When implementing integration projects, it's quite common that upstream systems don't have the capabilities to push messages to downstream systems, or that due to different constraints or non-functional requirements, the receivers are required to pull for messages from those systems. Gregor Hohpe describes in his book "Enterprise Integration Patterns" the Polling Consumer Pattern, in which a receiver is in charge of polling for messages from a source system. In this pattern, the receiver usually polls for messages with an incremental approach, i.e. polling only for changes from the source system; as opposed to getting a full extract. In most of these scenarios, the provider system does not keep any state on behalf of the receiver; thus, it is up to the receiver to keep a state which allows it to get changes since the previous successful poll.

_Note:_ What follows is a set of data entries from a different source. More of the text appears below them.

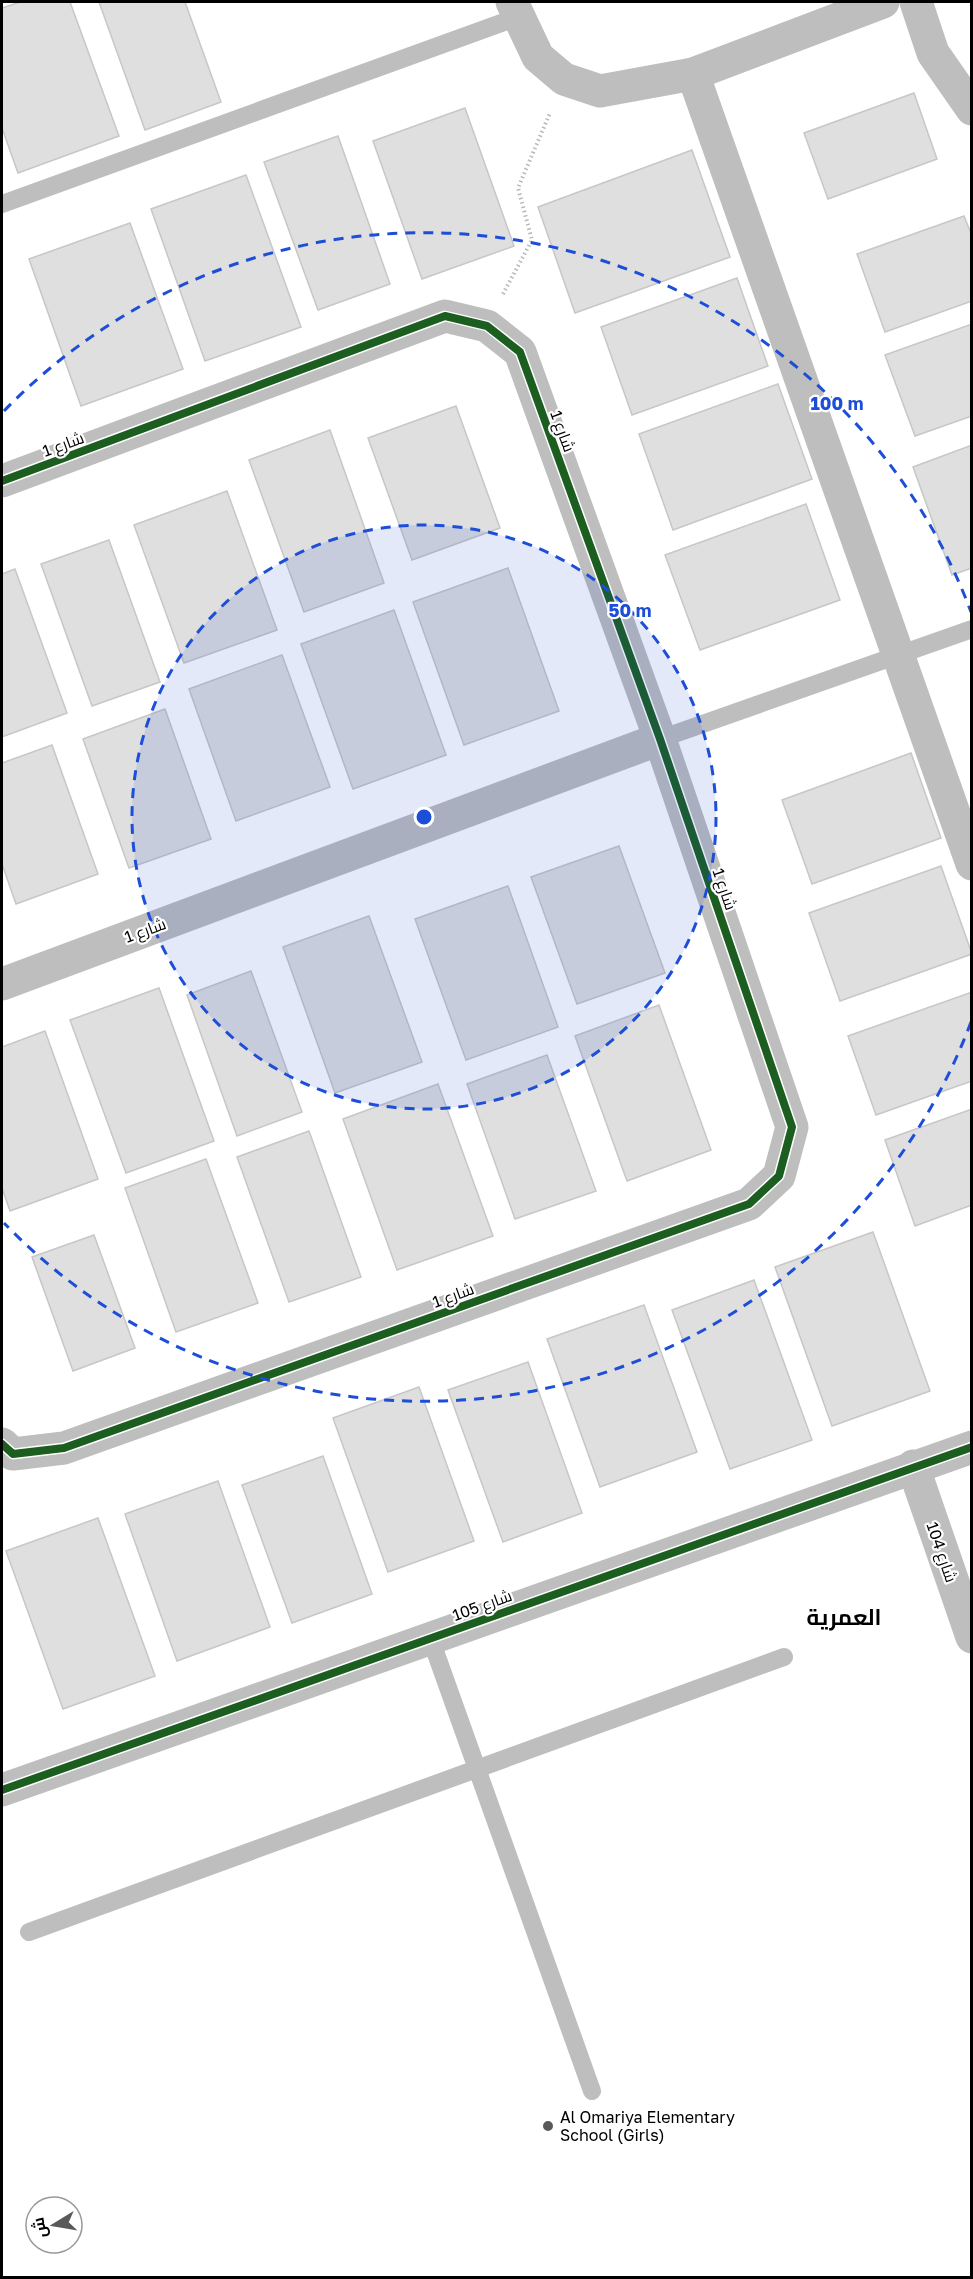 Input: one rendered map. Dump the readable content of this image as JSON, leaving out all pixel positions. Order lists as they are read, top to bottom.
{
  "streets": {
    "street": ["شارع 1", "شارع 104", "شارع 105"]
  },
  "crossings": [
    ["شارع 104", "شارع 105"]
  ],
  "districts": ["العمرية"],
  "places": ["Al Omariya Elementary School (Girls)"],
  "north": "left",
  "rings": ["100 m", "50 m"]
}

Azure Logic Apps provides many trigger connectors which already implement the Polling Consumer Pattern out-of-the-box. For example, the Salesforce adapter, can trigger a workflow when a record is created or modified; the SharePoint adapter can initiate a workflow when a file or an item is created or modified; and the Gmail adapter can start a workflow when an email arrives. All these triggers work on a recurrent basis, e.g. every 5 minutes. For all these triggers, the Logic App adapter has to keep a trigger state or polling watermark which allows the connector to get only changes since the last poll. For example, the Gmail connector has to know if there are new emails since the last time it executed a poll. This trigger state or polling watermark should work even if we temporarily disable the Logic App. Even though there are many trigger connectors that make our life very easy, there might be scenarios in which a polling trigger connector is not available for a particular API or system. For example, what if we need to poll for changes from an Oracle database, from a custom API, or from an Atom feed? In this blog, I will show how to implement a custom Polling Consumer Pattern using Azure Logic Apps for those scenarios in which a trigger connector is not yet available.
To illustrate the implementation of the Polling Consuming pattern, I will implement a fictitious scenario in which 'New Hire´ events in an HR System are used to trigger other processes, e.g. identity and workstation provisioning. You might imagine that the end-to-end scenario could be implemented using the Publish-Subscribe Pattern. That's true, however, on this blog I will focus only on the Polling Consumer interface on the Publisher side.
The HR System of my scenario provides an Atom feed for polling for updates. This Atom feed is exposed as a RESTful API endpoint and requires two query parameters: 'updated-min' and 'updated-max'. Both parameters are date-time in an ISO 8601 UTC format (e.g. yyyy-MM-ddTHH:mm:ss.fffZ). The lower bound (updated-min) is inclusive, whereas the upper bound (updated-max) is exclusive.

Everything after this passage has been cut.